Assigned task: Only lines with the word "main" are needed; collect each of them from the listing below.

Data in this exercise:

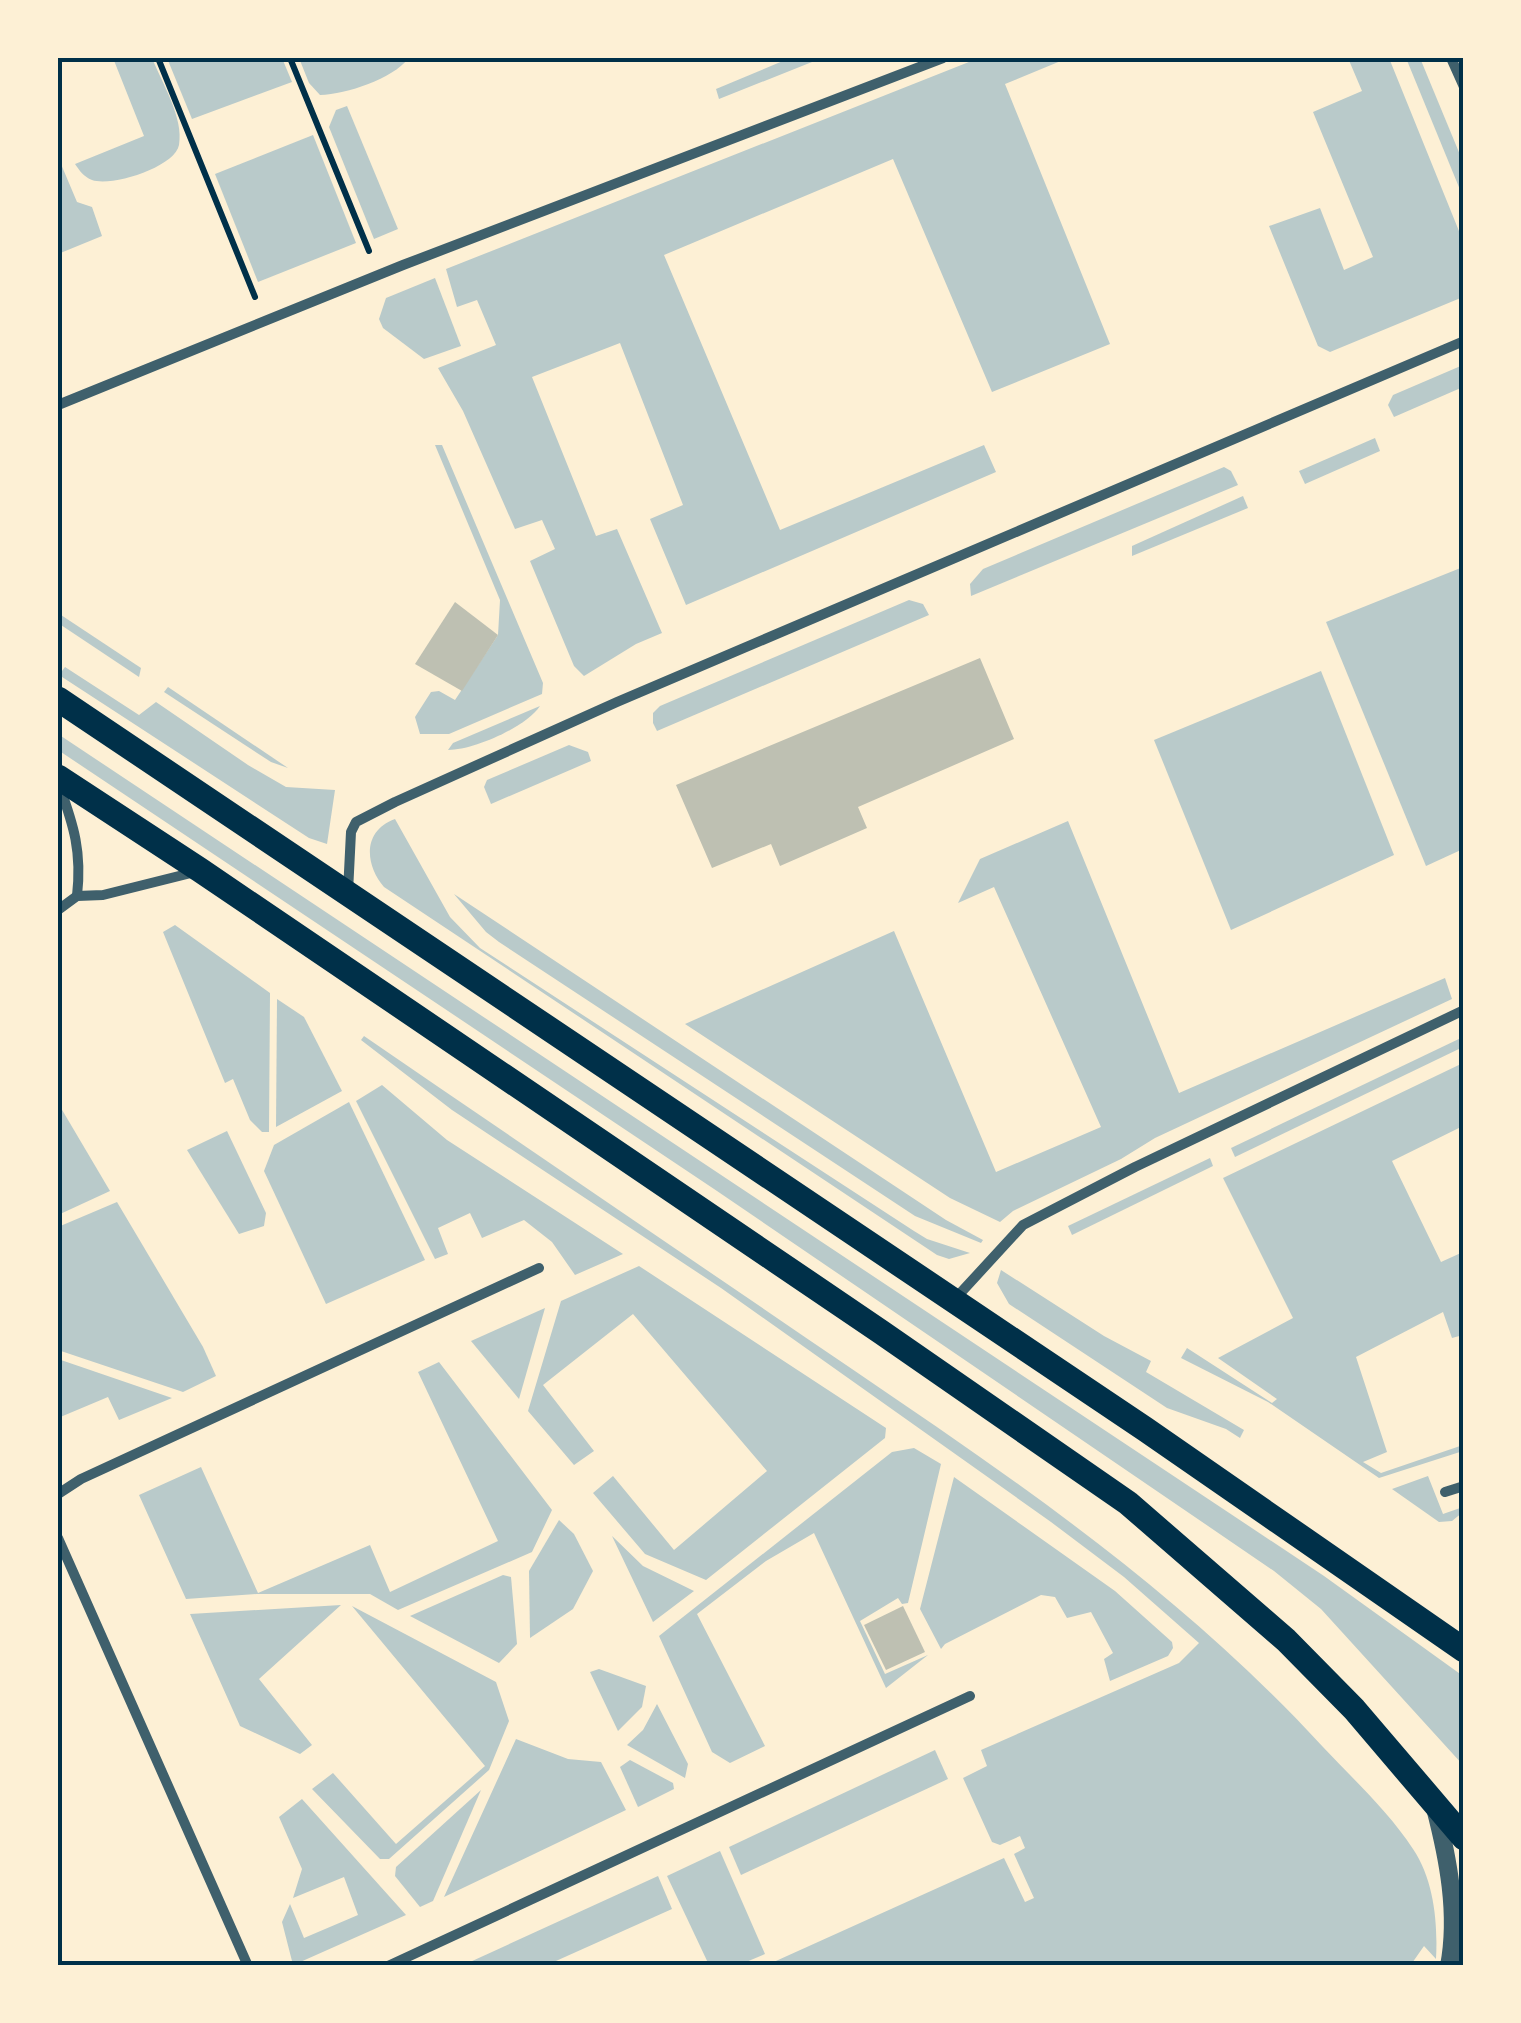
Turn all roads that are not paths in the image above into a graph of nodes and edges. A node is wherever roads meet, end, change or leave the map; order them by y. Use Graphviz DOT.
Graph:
graph roads {
  1 [pos="943,58"];
  2 [pos="1452,58"];
  3 [pos="1464,88"];
  4 [pos="1464,341"];
  5 [pos="58,405"];
  6 [pos="58,699"];
  7 [pos="58,779"];
  8 [pos="200,870"];
  9 [pos="348,893"];
  10 [pos="77,896"];
  11 [pos="58,910"];
  12 [pos="1464,1010"];
  13 [pos="538,1268"];
  14 [pos="954,1300"];
  15 [pos="1464,1486"];
  16 [pos="1445,1492"];
  17 [pos="58,1494"];
  18 [pos="58,1538"];
  19 [pos="1464,1650"];
  20 [pos="970,1696"];
  21 [pos="1432,1799"];
  22 [pos="1464,1838"];
  23 [pos="248,1966"];
  24 [pos="388,1966"];
  25 [pos="1449,1966"];
  1 -- 5 [label="street"];
  2 -- 3 [label="street"];
  4 -- 9 [label="street"];
  6 -- 9 [label="main road"];
  7 -- 8 [label="main road"];
  7 -- 10 [label="street"];
  8 -- 10 [label="street"];
  8 -- 21 [label="main road"];
  9 -- 14 [label="main road"];
  10 -- 11 [label="street"];
  12 -- 14 [label="street"];
  13 -- 17 [label="street"];
  14 -- 19 [label="main road"];
  15 -- 16 [label="street"];
  18 -- 23 [label="street"];
  20 -- 24 [label="street"];
  21 -- 22 [label="main road"];
  21 -- 25 [label="street"];
}
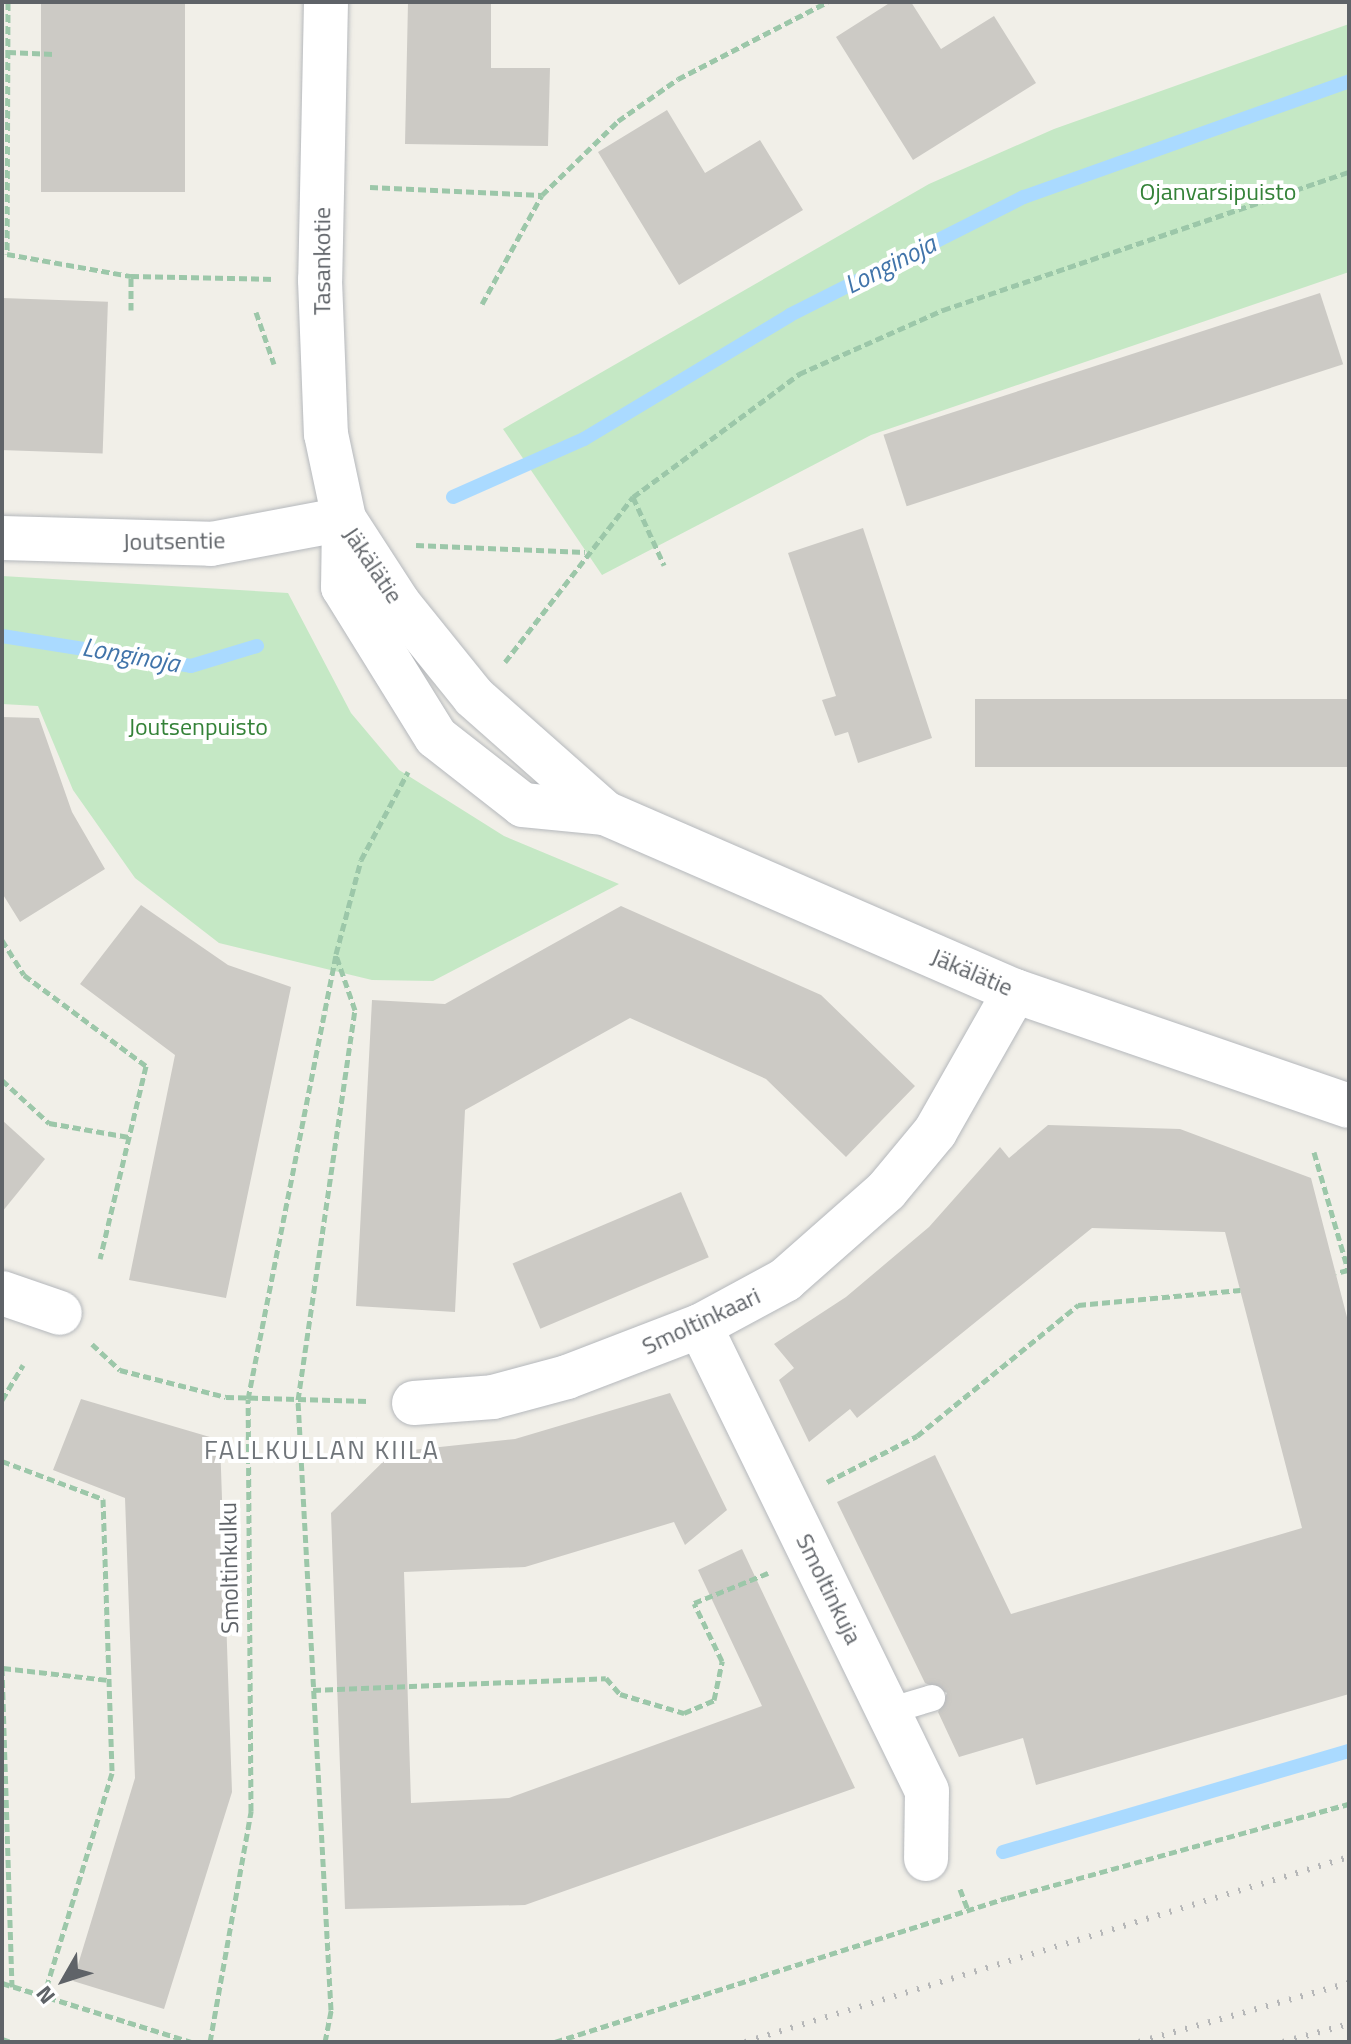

Exercise response:
  6 -- 9 [label="main road"];
  7 -- 8 [label="main road"];
  8 -- 21 [label="main road"];
  9 -- 14 [label="main road"];
  14 -- 19 [label="main road"];
  21 -- 22 [label="main road"];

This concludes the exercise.